The ultimate goal here is
that some or all of these features become part of the standard sockets API of
typical OS's, and that infrastructure support for the
signaling becomes ubiquitous (in the same sense that DNS is ubiquitous). This would allow application developers, security
vendors (middlebox and endhost), users, and network
administrators to converge on a unified method of naming and connection
establishment over the Internet. (By
contrast, naming and connection establishment through NATs
and firewalls today is ad hoc and usually application specific, variously
involving email, IM services, dynamic DNS services, manual configuration of
ports, and so on.)
Of the IETF working groups,
this BoF is most closely aligned with the nsis WG in the Transport Area, especially the NAT/FW
NSLP. The following gives an example of
how an off-path signaling protocol would work in conjunction with the NAT/FW
NSLP. This is only an example…there are other
approaches and variants on this example.
Say an application wishes to
establish a TCP connection with a “peer”, where both peers are behind NAT/FW’s. The initiating
peer off-path signals a connection request.
The request contains the application name, user names, authentication
information (Certs or Diameter), and information
about the preferred transport (TCP, SSL, IPSec,
etc.). The off-path request is checked
by the initiating endhost’s policy, and then flows
through policy boxes representing the initiator’s and the recipient’s
networks. This gives both sides an
opportunity to reject the request, or to request different transport or
security characteristics, or to accept and pass on the request as-is. Note that the policy boxes could both be far
from either ends’ physical network, thus not revealing the IP addresses of
either end until the connection is approved.

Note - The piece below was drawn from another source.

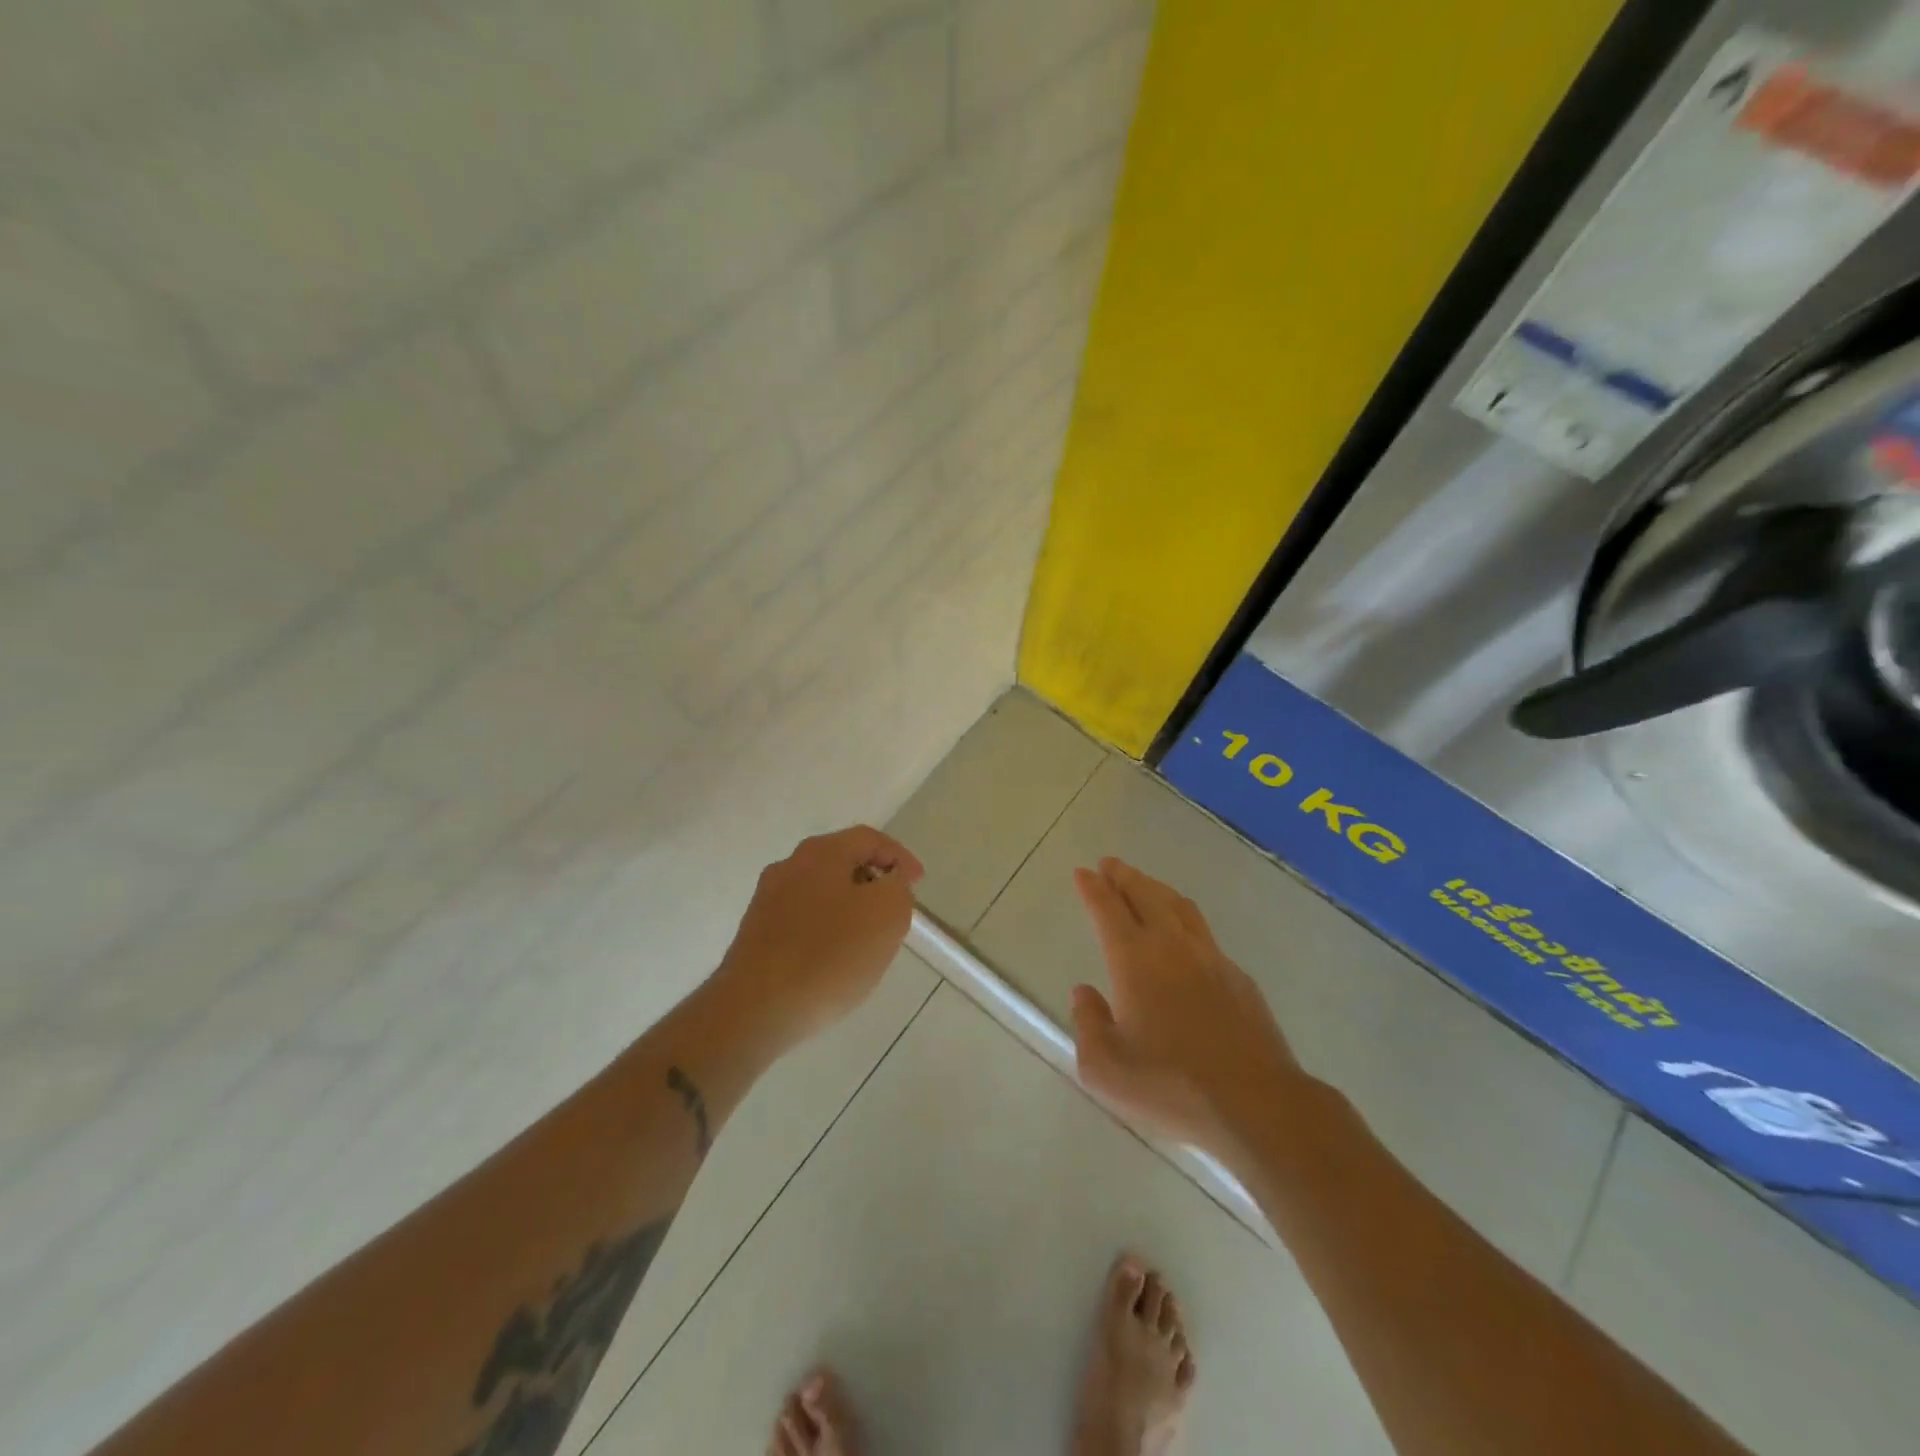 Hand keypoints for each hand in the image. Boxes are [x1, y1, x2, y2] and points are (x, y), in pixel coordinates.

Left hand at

The policy boxes could also be widely replicated.
Assuming the connection
request is approved, the endhosts use the NAT/FW NSLP to obtain address and
port mappings from their respective NAT boxes.
These are conveyed through the off-path signaling channel. In addition, the policy boxes create secure
tokens that firewalls can use to allow the approved connection. These tokens are passed to the endhosts
through off-path signaling, which then convey them on-path, either in-band or
out-of-band (i.e. the NAT/FW NSLP), to traverse the firewall.